--- PROBLEM STATEMENT ---
Give back every record word for word, but keep the pictures out.

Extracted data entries
....
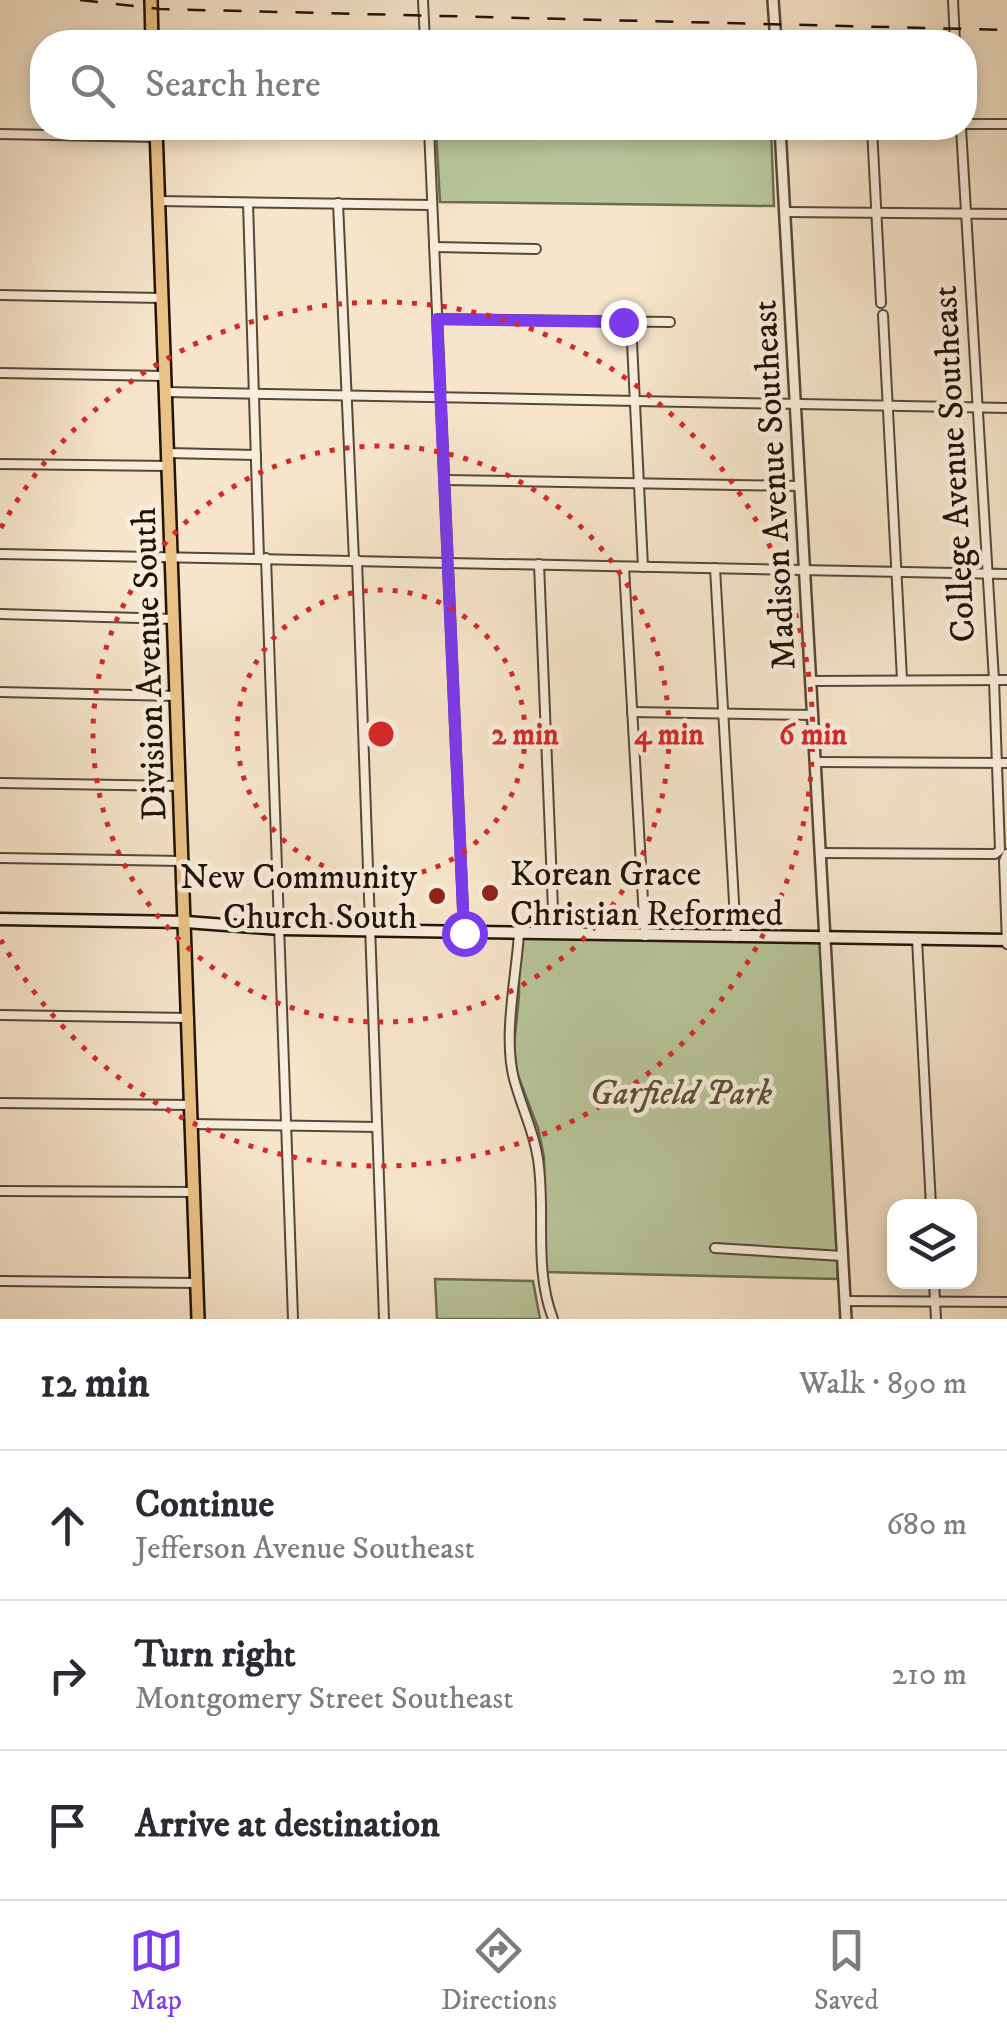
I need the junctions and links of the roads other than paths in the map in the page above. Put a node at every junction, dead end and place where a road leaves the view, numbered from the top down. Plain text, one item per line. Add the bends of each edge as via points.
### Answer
1 (151, 0) edge
2 (423, 0) edge
3 (773, 0) edge
4 (954, 0) edge
5 (152, 30) edge
6 (424, 30) edge
7 (775, 30) edge
8 (955, 30) edge
9 (1007, 124) edge
10 (977, 125) edge
11 (0, 134) edge
12 (30, 134) edge
13 (156, 140) edge
14 (429, 140) edge
15 (781, 140) edge
16 (873, 140) edge
17 (963, 140) edge
18 (158, 201) junction
19 (248, 203) junction
20 (338, 204) junction
21 (432, 205) junction
22 (785, 212) junction
23 (876, 213) junction
24 (966, 214) junction
25 (1007, 214) edge
26 (434, 247) junction
27 (536, 249) dead end
28 (0, 295) edge
29 (162, 298) junction
30 (881, 303) dead end
31 (883, 315) dead end
32 (437, 319) junction
33 (630, 322) junction
34 (670, 322) dead end
35 (0, 374) edge
36 (165, 376) junction
37 (165, 392) junction
38 (254, 394) junction
39 (347, 395) junction
40 (440, 396) junction
41 (635, 401) junction
42 (796, 403) junction
43 (886, 406) junction
44 (976, 407) junction
45 (1007, 408) edge
46 (256, 456) junction
47 (168, 459) junction
48 (0, 464) edge
49 (444, 480) junction
50 (638, 482) junction
51 (800, 486) junction
52 (0, 554) edge
53 (172, 557) junction
54 (263, 558) junction
55 (355, 560) junction
56 (447, 562) junction
57 (539, 564) junction
58 (624, 567) junction
59 (643, 567) junction
60 (715, 568) junction
61 (804, 571) junction
62 (896, 573) junction
63 (987, 574) junction
64 (1007, 574) edge
65 (0, 614) edge
66 (174, 619) junction
67 (902, 679) junction
68 (811, 680) junction
69 (994, 680) junction
70 (1007, 680) edge
71 (0, 692) edge
72 (177, 696) junction
73 (632, 712) junction
74 (724, 712) junction
75 (813, 714) junction
76 (816, 762) junction
77 (1002, 763) edge
78 (0, 783) edge
79 (180, 786) junction
80 (1000, 850) edge
81 (822, 854) junction
82 (0, 858) edge
83 (183, 861) junction
84 (0, 918) edge
85 (186, 922) junction
86 (280, 930) junction
87 (371, 931) junction
88 (464, 933) junction
89 (519, 934) junction
90 (554, 934) junction
91 (645, 936) junction
92 (736, 938) junction
93 (826, 939) junction
94 (917, 939) junction
95 (1007, 942) edge
96 (0, 1015) edge
97 (189, 1018) junction
98 (0, 1103) edge
99 (191, 1105) junction
100 (192, 1124) junction
101 (285, 1124) junction
102 (378, 1126) junction
103 (0, 1191) edge
104 (194, 1192) junction
105 (930, 1199) edge
106 (715, 1248) dead end
107 (842, 1256) junction
108 (0, 1281) edge
109 (197, 1283) junction
110 (935, 1289) edge
111 (845, 1300) junction
112 (936, 1302) junction
113 (1007, 1302) edge
114 (198, 1319) edge
115 (292, 1319) edge
116 (384, 1319) edge
117 (553, 1319) edge
118 (846, 1319) edge
119 (936, 1319) edge

1 - 5 main road
2 - 6 street
3 - 7 street
4 - 8 street
9 - 10 street
11 - 12 street
13 - 18 main road, Division Avenue South
14 - 21 street
15 - 22 street, Madison Avenue Southeast
16 - 23 street
17 - 24 street, College Avenue Southeast
18 - 19 street
18 - 29 main road, Division Avenue South
19 - 20 street
19 - 38 street
20 - 21 street
20 - 39 street
21 - 26 street
22 - 23 street
22 - 42 street, Madison Avenue Southeast
23 - 24 street
23 - 30 street
24 - 25 street
24 - 44 street, College Avenue Southeast
26 - 27 street
26 - 32 street
28 - 29 street
29 - 36 main road, Division Avenue South
31 - 43 street
32 - 33 street
32 - 40 street
33 - 34 street
33 - 41 street
35 - 36 street
36 - 37 main road, Division Avenue South
37 - 38 street
37 - 47 main road, Division Avenue South
38 - 39 street
38 - 46 street
39 - 40 street
39 - 55 street
40 - 41 street
40 - 49 street
41 - 42 street
41 - 50 street
42 - 43 street
42 - 51 street, Madison Avenue Southeast
43 - 44 street
43 - 62 street
44 - 45 street
44 - 63 street, College Avenue Southeast
46 - 47 street
46 - 54 street
47 - 48 street
47 - 53 main road, Division Avenue South
49 - 50 street
49 - 56 street
50 - 51 street
50 - 59 street
51 - 61 street, Madison Avenue Southeast
52 - 53 street
53 - 54 street
53 - 66 main road, Division Avenue South
54 - 55 street
54 - 86 street
55 - 56 street
55 - 87 street
56 - 57 street
56 - 88 street
57 - 58 street
57 - 90 street
58 - 59 street
58 - 73 street
59 - 60 street
60 - 61 street
60 - 74 street
61 - 62 street
61 - 68 street, Madison Avenue Southeast
62 - 63 street
62 - 67 street
63 - 64 street
63 - 69 street, College Avenue Southeast
65 - 66 street
66 - 72 main road, Division Avenue South
67 - 68 street
67 - 69 street
68 - 75 street, Madison Avenue Southeast
69 - 70 street
69 - 77 street, College Avenue Southeast
71 - 72 street
72 - 79 main road, Division Avenue South
73 - 74 street
73 - 91 street
74 - 75 street
74 - 92 street
75 - 76 street, Madison Avenue Southeast
76 - 77 street
76 - 81 street, Madison Avenue Southeast
77 - 80 street, College Avenue Southeast
78 - 79 street
79 - 83 main road, Division Avenue South
80 - 81 street
80 - 95 street, College Avenue Southeast
81 - 93 street, Madison Avenue Southeast
82 - 83 street
83 - 85 main road, Division Avenue South
84 - 85 main road
85 - 86 main road
85 - 97 main road, Division Avenue South
86 - 87 main road
86 - 101 street
87 - 88 main road
87 - 102 street
88 - 89 main road
89 - 90 main road
89 - 117 street via 510,1047 540,1168 541,1272
90 - 91 main road
91 - 92 main road
92 - 93 main road
93 - 94 main road
93 - 107 street, Madison Avenue Southeast
94 - 95 main road
94 - 105 street
96 - 97 street
97 - 99 main road, Division Avenue South
98 - 99 street
99 - 100 main road, Division Avenue South
100 - 101 street
100 - 104 main road, Division Avenue South
101 - 102 street
101 - 115 street
102 - 116 street
103 - 104 street
104 - 109 main road, Division Avenue South
106 - 107 street
107 - 111 street, Madison Avenue Southeast
108 - 109 street
109 - 114 main road, Division Avenue South
110 - 112 street
111 - 112 street
111 - 118 street, Madison Avenue Southeast
112 - 113 street
112 - 119 street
....
--- ANSWER FOR THE TASK ---
I need the junctions and links of the roads other than paths in the map in the page above. Put a node at every junction, dead end and place where a road leaves the view, numbered from the top down. Plain text, one item per line. Add the bends of each edge as via points.
### Answer
1 (151, 0) edge
2 (423, 0) edge
3 (773, 0) edge
4 (954, 0) edge
5 (152, 30) edge
6 (424, 30) edge
7 (775, 30) edge
8 (955, 30) edge
9 (1007, 124) edge
10 (977, 125) edge
11 (0, 134) edge
12 (30, 134) edge
13 (156, 140) edge
14 (429, 140) edge
15 (781, 140) edge
16 (873, 140) edge
17 (963, 140) edge
18 (158, 201) junction
19 (248, 203) junction
20 (338, 204) junction
21 (432, 205) junction
22 (785, 212) junction
23 (876, 213) junction
24 (966, 214) junction
25 (1007, 214) edge
26 (434, 247) junction
27 (536, 249) dead end
28 (0, 295) edge
29 (162, 298) junction
30 (881, 303) dead end
31 (883, 315) dead end
32 (437, 319) junction
33 (630, 322) junction
34 (670, 322) dead end
35 (0, 374) edge
36 (165, 376) junction
37 (165, 392) junction
38 (254, 394) junction
39 (347, 395) junction
40 (440, 396) junction
41 (635, 401) junction
42 (796, 403) junction
43 (886, 406) junction
44 (976, 407) junction
45 (1007, 408) edge
46 (256, 456) junction
47 (168, 459) junction
48 (0, 464) edge
49 (444, 480) junction
50 (638, 482) junction
51 (800, 486) junction
52 (0, 554) edge
53 (172, 557) junction
54 (263, 558) junction
55 (355, 560) junction
56 (447, 562) junction
57 (539, 564) junction
58 (624, 567) junction
59 (643, 567) junction
60 (715, 568) junction
61 (804, 571) junction
62 (896, 573) junction
63 (987, 574) junction
64 (1007, 574) edge
65 (0, 614) edge
66 (174, 619) junction
67 (902, 679) junction
68 (811, 680) junction
69 (994, 680) junction
70 (1007, 680) edge
71 (0, 692) edge
72 (177, 696) junction
73 (632, 712) junction
74 (724, 712) junction
75 (813, 714) junction
76 (816, 762) junction
77 (1002, 763) edge
78 (0, 783) edge
79 (180, 786) junction
80 (1000, 850) edge
81 (822, 854) junction
82 (0, 858) edge
83 (183, 861) junction
84 (0, 918) edge
85 (186, 922) junction
86 (280, 930) junction
87 (371, 931) junction
88 (464, 933) junction
89 (519, 934) junction
90 (554, 934) junction
91 (645, 936) junction
92 (736, 938) junction
93 (826, 939) junction
94 (917, 939) junction
95 (1007, 942) edge
96 (0, 1015) edge
97 (189, 1018) junction
98 (0, 1103) edge
99 (191, 1105) junction
100 (192, 1124) junction
101 (285, 1124) junction
102 (378, 1126) junction
103 (0, 1191) edge
104 (194, 1192) junction
105 (930, 1199) edge
106 (715, 1248) dead end
107 (842, 1256) junction
108 (0, 1281) edge
109 (197, 1283) junction
110 (935, 1289) edge
111 (845, 1300) junction
112 (936, 1302) junction
113 (1007, 1302) edge
114 (198, 1319) edge
115 (292, 1319) edge
116 (384, 1319) edge
117 (553, 1319) edge
118 (846, 1319) edge
119 (936, 1319) edge

1 - 5 main road
2 - 6 street
3 - 7 street
4 - 8 street
9 - 10 street
11 - 12 street
13 - 18 main road, Division Avenue South
14 - 21 street
15 - 22 street, Madison Avenue Southeast
16 - 23 street
17 - 24 street, College Avenue Southeast
18 - 19 street
18 - 29 main road, Division Avenue South
19 - 20 street
19 - 38 street
20 - 21 street
20 - 39 street
21 - 26 street
22 - 23 street
22 - 42 street, Madison Avenue Southeast
23 - 24 street
23 - 30 street
24 - 25 street
24 - 44 street, College Avenue Southeast
26 - 27 street
26 - 32 street
28 - 29 street
29 - 36 main road, Division Avenue South
31 - 43 street
32 - 33 street
32 - 40 street
33 - 34 street
33 - 41 street
35 - 36 street
36 - 37 main road, Division Avenue South
37 - 38 street
37 - 47 main road, Division Avenue South
38 - 39 street
38 - 46 street
39 - 40 street
39 - 55 street
40 - 41 street
40 - 49 street
41 - 42 street
41 - 50 street
42 - 43 street
42 - 51 street, Madison Avenue Southeast
43 - 44 street
43 - 62 street
44 - 45 street
44 - 63 street, College Avenue Southeast
46 - 47 street
46 - 54 street
47 - 48 street
47 - 53 main road, Division Avenue South
49 - 50 street
49 - 56 street
50 - 51 street
50 - 59 street
51 - 61 street, Madison Avenue Southeast
52 - 53 street
53 - 54 street
53 - 66 main road, Division Avenue South
54 - 55 street
54 - 86 street
55 - 56 street
55 - 87 street
56 - 57 street
56 - 88 street
57 - 58 street
57 - 90 street
58 - 59 street
58 - 73 street
59 - 60 street
60 - 61 street
60 - 74 street
61 - 62 street
61 - 68 street, Madison Avenue Southeast
62 - 63 street
62 - 67 street
63 - 64 street
63 - 69 street, College Avenue Southeast
65 - 66 street
66 - 72 main road, Division Avenue South
67 - 68 street
67 - 69 street
68 - 75 street, Madison Avenue Southeast
69 - 70 street
69 - 77 street, College Avenue Southeast
71 - 72 street
72 - 79 main road, Division Avenue South
73 - 74 street
73 - 91 street
74 - 75 street
74 - 92 street
75 - 76 street, Madison Avenue Southeast
76 - 77 street
76 - 81 street, Madison Avenue Southeast
77 - 80 street, College Avenue Southeast
78 - 79 street
79 - 83 main road, Division Avenue South
80 - 81 street
80 - 95 street, College Avenue Southeast
81 - 93 street, Madison Avenue Southeast
82 - 83 street
83 - 85 main road, Division Avenue South
84 - 85 main road
85 - 86 main road
85 - 97 main road, Division Avenue South
86 - 87 main road
86 - 101 street
87 - 88 main road
87 - 102 street
88 - 89 main road
89 - 90 main road
89 - 117 street via 510,1047 540,1168 541,1272
90 - 91 main road
91 - 92 main road
92 - 93 main road
93 - 94 main road
93 - 107 street, Madison Avenue Southeast
94 - 95 main road
94 - 105 street
96 - 97 street
97 - 99 main road, Division Avenue South
98 - 99 street
99 - 100 main road, Division Avenue South
100 - 101 street
100 - 104 main road, Division Avenue South
101 - 102 street
101 - 115 street
102 - 116 street
103 - 104 street
104 - 109 main road, Division Avenue South
106 - 107 street
107 - 111 street, Madison Avenue Southeast
108 - 109 street
109 - 114 main road, Division Avenue South
110 - 112 street
111 - 112 street
111 - 118 street, Madison Avenue Southeast
112 - 113 street
112 - 119 street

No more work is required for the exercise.